Everyone always says to put your baby down to sleep while she's drowsy so she'll learn to fall asleep on her own. Well, DD (6mo) is never drowsy, and has been this way from Day 1. She will fall asleep just fine nursing, being bounced, or in the car, but if you stop whatever is settling her down, she pops right back up (and often gets mad). I read NCSS, and the ideas in there make good sense, but they presuppose that you can get your baby into a drowsy state and go from there. I've been trying the PPO, but the window between "give the boob back or I will be pissed!" and "so asleep I didn't even notice it was gone" is so small I often miss it. There's no reason I have to get her to fall asleep on her own *now*, but I'm wondering how this will work itself out.
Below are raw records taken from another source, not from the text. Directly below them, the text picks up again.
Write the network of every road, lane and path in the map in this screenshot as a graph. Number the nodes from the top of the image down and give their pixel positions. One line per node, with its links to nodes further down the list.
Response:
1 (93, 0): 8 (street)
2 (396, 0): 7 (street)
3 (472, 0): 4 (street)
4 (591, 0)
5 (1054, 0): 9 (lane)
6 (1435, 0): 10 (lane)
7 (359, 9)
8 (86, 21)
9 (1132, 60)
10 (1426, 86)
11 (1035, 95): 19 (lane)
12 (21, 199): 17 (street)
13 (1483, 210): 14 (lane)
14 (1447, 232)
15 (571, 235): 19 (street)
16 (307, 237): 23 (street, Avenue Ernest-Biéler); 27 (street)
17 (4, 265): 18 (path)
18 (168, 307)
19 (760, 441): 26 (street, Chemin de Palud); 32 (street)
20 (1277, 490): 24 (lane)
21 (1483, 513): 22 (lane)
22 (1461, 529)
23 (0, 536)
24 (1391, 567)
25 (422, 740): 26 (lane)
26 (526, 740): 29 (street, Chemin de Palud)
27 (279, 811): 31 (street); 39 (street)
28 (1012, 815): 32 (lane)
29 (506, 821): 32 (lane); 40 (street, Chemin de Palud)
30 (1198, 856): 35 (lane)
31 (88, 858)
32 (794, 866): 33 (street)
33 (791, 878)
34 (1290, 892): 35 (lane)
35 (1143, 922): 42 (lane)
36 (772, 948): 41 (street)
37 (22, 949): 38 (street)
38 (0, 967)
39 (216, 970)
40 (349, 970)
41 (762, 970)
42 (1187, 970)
Will she most likely learn to do it over time, or do I need to get a game plan?

Thanks,
Sarah


----------



## CanBoo (Nov 17, 2006)

Honestly I believe some kids just don't get in the so-drowsy-that-will-sleep-no-matter-what state... Sorry.

DD1 fits your description and is still like that at 3.

After dealing with her, I thought the drowsy thing was just a bunch of BS actually... until dd2. But DD1 will only get in that state when she is sick.


----------



## CanBoo (Nov 17, 2006)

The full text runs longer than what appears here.